RECORD SET START

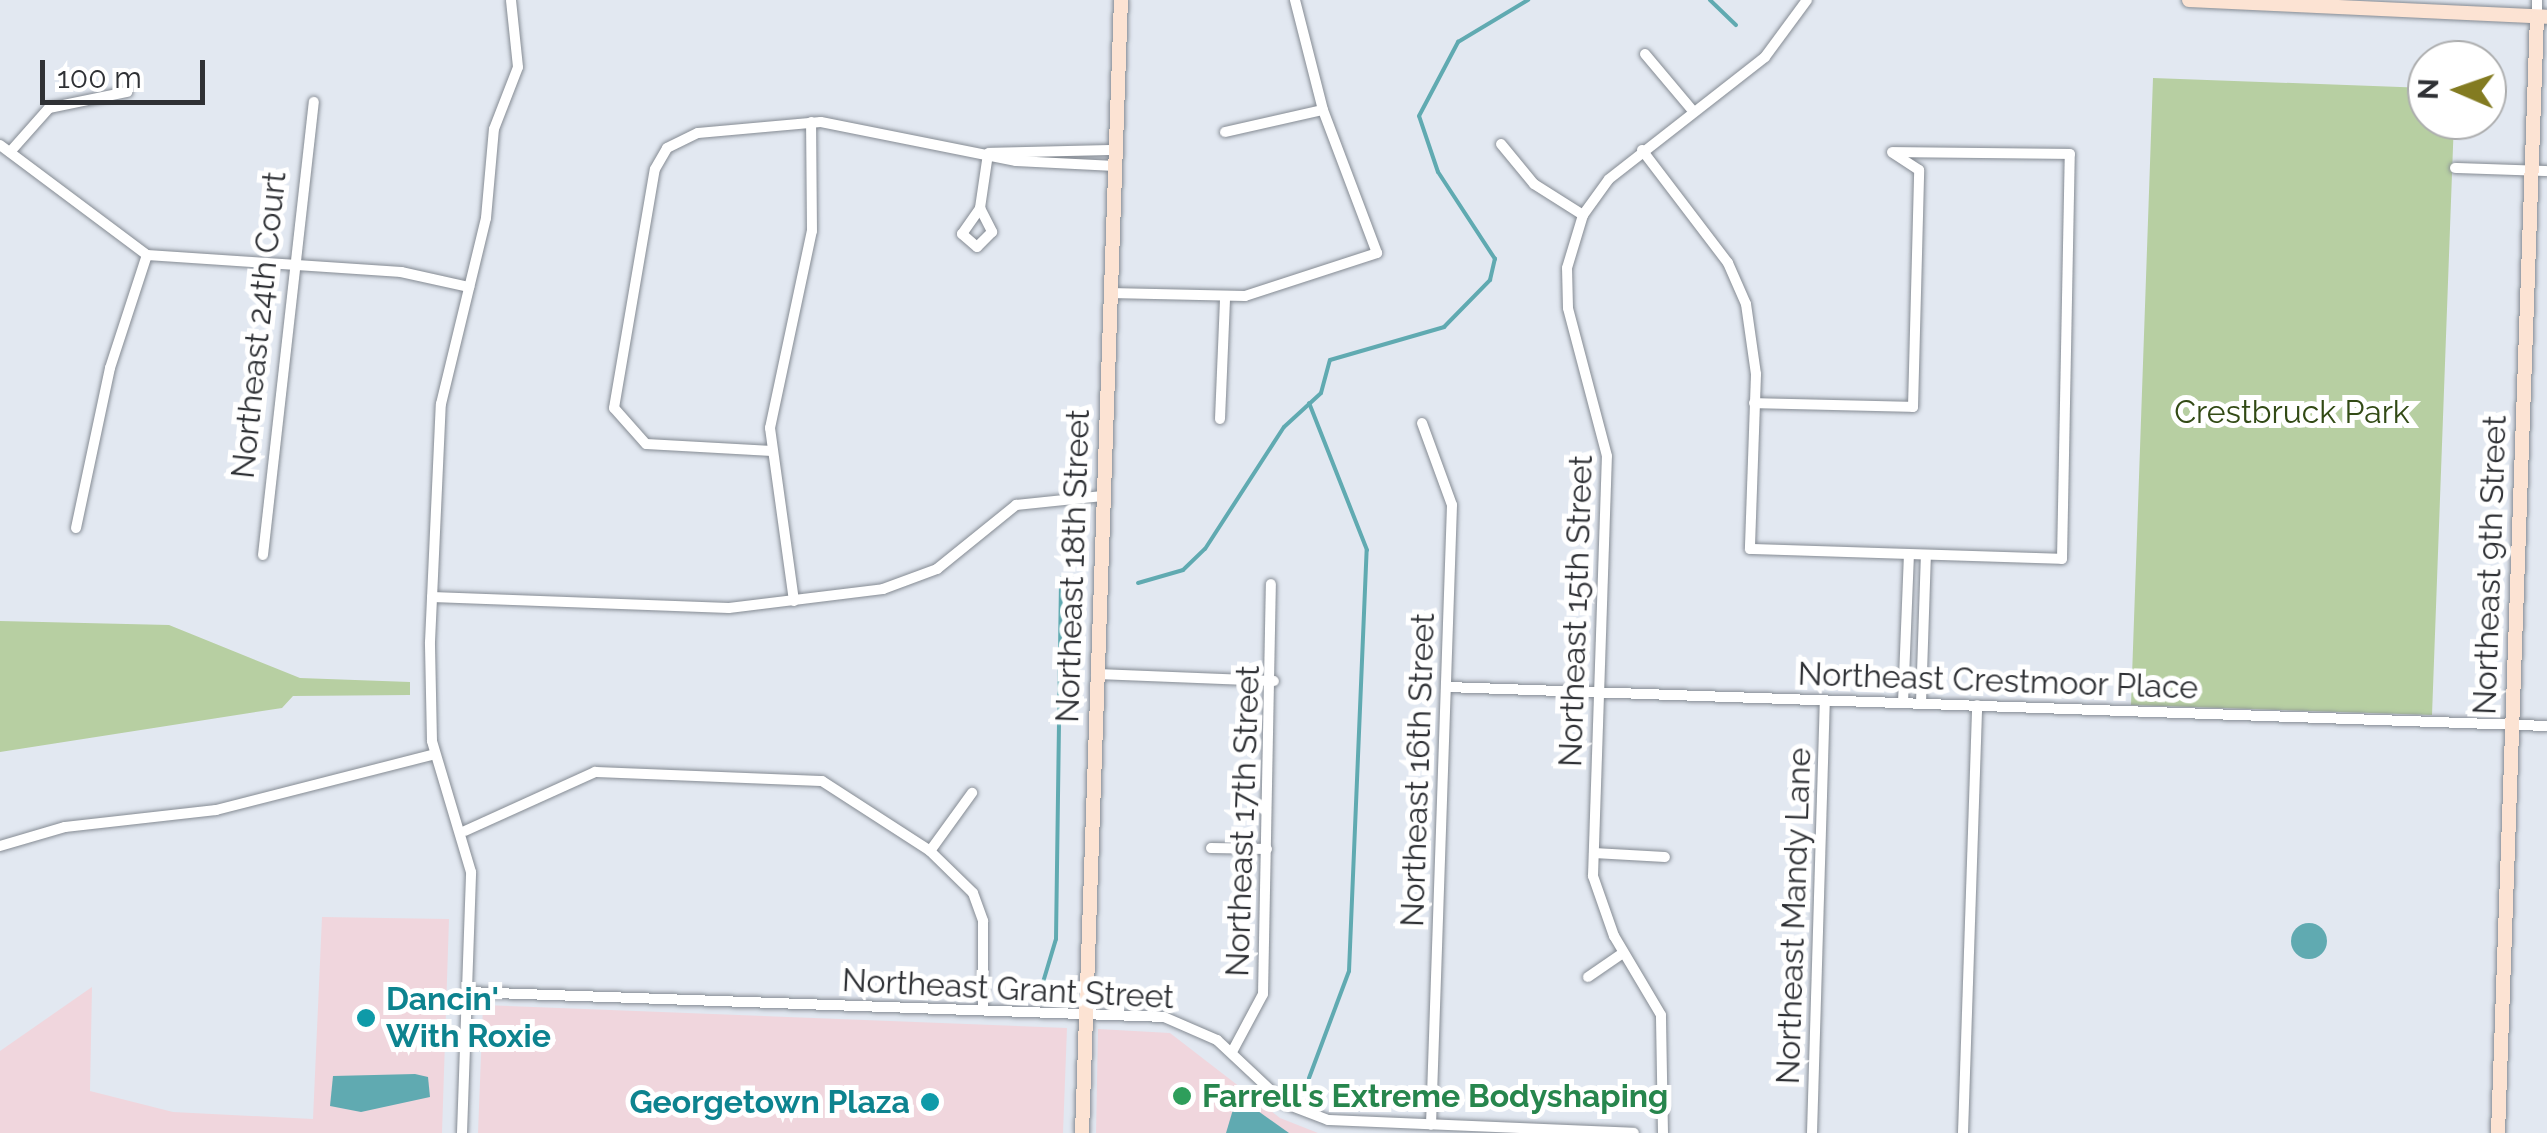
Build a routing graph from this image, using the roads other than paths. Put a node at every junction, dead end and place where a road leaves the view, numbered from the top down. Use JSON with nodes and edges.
{"nodes":[{"id":1,"x":511,"y":0,"type":"edge"},
{"id":2,"x":1121,"y":0,"type":"edge"},
{"id":3,"x":1295,"y":0,"type":"edge"},
{"id":4,"x":1807,"y":0,"type":"edge"},
{"id":5,"x":2189,"y":0,"type":"edge"},
{"id":6,"x":2537,"y":0,"type":"edge"},
{"id":7,"x":2400,"y":4,"type":"edge"},
{"id":8,"x":2542,"y":17,"type":"edge"},
{"id":9,"x":1645,"y":54,"type":"dead end"},
{"id":10,"x":126,"y":92,"type":"dead end"},
{"id":11,"x":314,"y":102,"type":"dead end"},
{"id":12,"x":1323,"y":110,"type":"junction"},
{"id":13,"x":1693,"y":111,"type":"junction"},
{"id":14,"x":811,"y":122,"type":"junction"},
{"id":15,"x":1225,"y":132,"type":"dead end"},
{"id":16,"x":1502,"y":144,"type":"dead end"},
{"id":17,"x":5,"y":148,"type":"edge"},
{"id":18,"x":1115,"y":150,"type":"junction"},
{"id":19,"x":1642,"y":150,"type":"junction"},
{"id":20,"x":1925,"y":150,"type":"junction"},
{"id":21,"x":988,"y":154,"type":"junction"},
{"id":22,"x":1115,"y":166,"type":"junction"},
{"id":23,"x":2455,"y":168,"type":"dead end"},
{"id":24,"x":1919,"y":170,"type":"junction"},
{"id":25,"x":2539,"y":170,"type":"edge"},
{"id":26,"x":980,"y":208,"type":"dead end"},
{"id":27,"x":1583,"y":215,"type":"junction"},
{"id":28,"x":147,"y":254,"type":"junction"},
{"id":29,"x":293,"y":268,"type":"junction"},
{"id":30,"x":468,"y":286,"type":"junction"},
{"id":31,"x":1110,"y":293,"type":"junction"},
{"id":32,"x":1224,"y":298,"type":"junction"},
{"id":33,"x":1754,"y":402,"type":"junction"},
{"id":34,"x":1220,"y":419,"type":"dead end"},
{"id":35,"x":1422,"y":423,"type":"dead end"},
{"id":36,"x":772,"y":451,"type":"junction"},
{"id":37,"x":1103,"y":496,"type":"junction"},
{"id":38,"x":76,"y":528,"type":"dead end"},
{"id":39,"x":263,"y":554,"type":"dead end"},
{"id":40,"x":1909,"y":554,"type":"junction"},
{"id":41,"x":1926,"y":555,"type":"junction"},
{"id":42,"x":1271,"y":584,"type":"dead end"},
{"id":43,"x":432,"y":598,"type":"junction"},
{"id":44,"x":794,"y":601,"type":"junction"},
{"id":45,"x":1096,"y":674,"type":"junction"},
{"id":46,"x":1274,"y":681,"type":"junction"},
{"id":47,"x":1447,"y":686,"type":"junction"},
{"id":48,"x":1598,"y":692,"type":"junction"},
{"id":49,"x":1826,"y":700,"type":"junction"},
{"id":50,"x":1903,"y":703,"type":"junction"},
{"id":51,"x":1920,"y":704,"type":"junction"},
{"id":52,"x":1977,"y":705,"type":"junction"},
{"id":53,"x":2511,"y":725,"type":"junction"},
{"id":54,"x":2547,"y":726,"type":"edge"},
{"id":55,"x":435,"y":754,"type":"junction"},
{"id":56,"x":972,"y":793,"type":"dead end"},
{"id":57,"x":465,"y":831,"type":"junction"},
{"id":58,"x":0,"y":846,"type":"edge"},
{"id":59,"x":1211,"y":848,"type":"dead end"},
{"id":60,"x":1268,"y":850,"type":"junction"},
{"id":61,"x":930,"y":851,"type":"junction"},
{"id":62,"x":1594,"y":853,"type":"junction"},
{"id":63,"x":1664,"y":857,"type":"dead end"},
{"id":64,"x":1623,"y":953,"type":"junction"},
{"id":65,"x":1588,"y":977,"type":"dead end"},
{"id":66,"x":467,"y":992,"type":"junction"},
{"id":67,"x":983,"y":1009,"type":"junction"},
{"id":68,"x":1086,"y":1014,"type":"junction"},
{"id":69,"x":1232,"y":1052,"type":"junction"},
{"id":70,"x":1431,"y":1125,"type":"junction"},
{"id":71,"x":462,"y":1133,"type":"edge"},
{"id":72,"x":1082,"y":1133,"type":"edge"},
{"id":73,"x":1634,"y":1133,"type":"edge"},
{"id":74,"x":1663,"y":1133,"type":"edge"},
{"id":75,"x":1812,"y":1133,"type":"edge"},
{"id":76,"x":1963,"y":1133,"type":"edge"},
{"id":77,"x":2498,"y":1133,"type":"edge"}],
"edges":[{"from":1,"to":30,"type":"street"},
{"from":2,"to":18,"type":"street","name":"Northeast 18th Street"},
{"from":3,"to":12,"type":"street"},
{"from":4,"to":13,"type":"street","name":"Northeast 15th Street"},
{"from":5,"to":7,"type":"street"},
{"from":6,"to":8,"type":"street","name":"Northeast 9th Street"},
{"from":7,"to":8,"type":"street"},
{"from":8,"to":25,"type":"street","name":"Northeast 9th Street"},
{"from":9,"to":13,"type":"street"},
{"from":10,"to":17,"type":"street"},
{"from":11,"to":29,"type":"street","name":"Northeast 24th Court"},
{"from":12,"to":15,"type":"street"},
{"from":12,"to":32,"type":"street"},
{"from":13,"to":19,"type":"street","name":"Northeast 15th Street"},
{"from":14,"to":21,"type":"street"},
{"from":14,"to":36,"type":"street"},
{"from":14,"to":36,"type":"street"},
{"from":16,"to":27,"type":"street"},
{"from":17,"to":28,"type":"street"},
{"from":18,"to":21,"type":"street"},
{"from":18,"to":22,"type":"street","name":"Northeast 18th Street"},
{"from":19,"to":27,"type":"street","name":"Northeast 15th Street"},
{"from":19,"to":33,"type":"street"},
{"from":20,"to":24,"type":"street"},
{"from":20,"to":24,"type":"street"},
{"from":20,"to":41,"type":"street"},
{"from":21,"to":22,"type":"street"},
{"from":21,"to":26,"type":"street"},
{"from":22,"to":31,"type":"street","name":"Northeast 18th Street"},
{"from":23,"to":25,"type":"street"},
{"from":24,"to":33,"type":"street"},
{"from":25,"to":53,"type":"street","name":"Northeast 9th Street"},
{"from":27,"to":48,"type":"street","name":"Northeast 15th Street"},
{"from":28,"to":29,"type":"street"},
{"from":28,"to":38,"type":"street"},
{"from":29,"to":30,"type":"street"},
{"from":29,"to":39,"type":"street","name":"Northeast 24th Court"},
{"from":30,"to":43,"type":"street"},
{"from":31,"to":32,"type":"street"},
{"from":31,"to":37,"type":"street","name":"Northeast 18th Street"},
{"from":32,"to":34,"type":"street"},
{"from":33,"to":40,"type":"street"},
{"from":35,"to":47,"type":"street","name":"Northeast 16th Street"},
{"from":36,"to":44,"type":"street"},
{"from":37,"to":44,"type":"street"},
{"from":37,"to":45,"type":"street","name":"Northeast 18th Street"},
{"from":40,"to":41,"type":"street"},
{"from":40,"to":50,"type":"street"},
{"from":41,"to":51,"type":"street"},
{"from":42,"to":46,"type":"street","name":"Northeast 17th Street"},
{"from":43,"to":44,"type":"street"},
{"from":43,"to":55,"type":"street"},
{"from":45,"to":46,"type":"street"},
{"from":45,"to":68,"type":"street","name":"Northeast 18th Street"},
{"from":46,"to":60,"type":"street","name":"Northeast 17th Street"},
{"from":47,"to":48,"type":"street","name":"Northeast Crestmoor Place"},
{"from":47,"to":70,"type":"street","name":"Northeast 16th Street"},
{"from":48,"to":49,"type":"street","name":"Northeast Crestmoor Place"},
{"from":48,"to":62,"type":"street","name":"Northeast 15th Street"},
{"from":49,"to":50,"type":"street","name":"Northeast Crestmoor Place"},
{"from":49,"to":75,"type":"street","name":"Northeast Mandy Lane"},
{"from":50,"to":51,"type":"street","name":"Northeast Crestmoor Place"},
{"from":51,"to":52,"type":"street","name":"Northeast Crestmoor Place"},
{"from":52,"to":53,"type":"street","name":"Northeast Crestmoor Place"},
{"from":52,"to":76,"type":"street"},
{"from":53,"to":54,"type":"street","name":"Northeast Crestmoor Place"},
{"from":53,"to":77,"type":"street","name":"Northeast 9th Street"},
{"from":55,"to":57,"type":"street"},
{"from":55,"to":58,"type":"street"},
{"from":56,"to":61,"type":"street"},
{"from":57,"to":61,"type":"street"},
{"from":57,"to":66,"type":"street"},
{"from":59,"to":60,"type":"street"},
{"from":60,"to":69,"type":"street","name":"Northeast 17th Street"},
{"from":61,"to":67,"type":"street"},
{"from":62,"to":63,"type":"street"},
{"from":62,"to":64,"type":"street","name":"Northeast 15th Street"},
{"from":64,"to":65,"type":"street"},
{"from":64,"to":74,"type":"street","name":"Northeast 15th Street"},
{"from":66,"to":67,"type":"street","name":"Northeast Grant Street"},
{"from":66,"to":71,"type":"street"},
{"from":67,"to":68,"type":"street","name":"Northeast Grant Street"},
{"from":68,"to":69,"type":"street","name":"Northeast Grant Street"},
{"from":68,"to":72,"type":"street","name":"Northeast 18th Street"},
{"from":69,"to":70,"type":"street","name":"Northeast Grant Street"},
{"from":70,"to":73,"type":"street","name":"Northeast Grant Street"}]}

RECORD SET END

TASK INSTRUCTIONS » Scan the material above for lines holding the string "Grant" and copy those lines.

WRITTEN ANSWER »
{"from":66,"to":67,"type":"street","name":"Northeast Grant Street"},
{"from":67,"to":68,"type":"street","name":"Northeast Grant Street"},
{"from":68,"to":69,"type":"street","name":"Northeast Grant Street"},
{"from":69,"to":70,"type":"street","name":"Northeast Grant Street"},
{"from":70,"to":73,"type":"street","name":"Northeast Grant Street"}]}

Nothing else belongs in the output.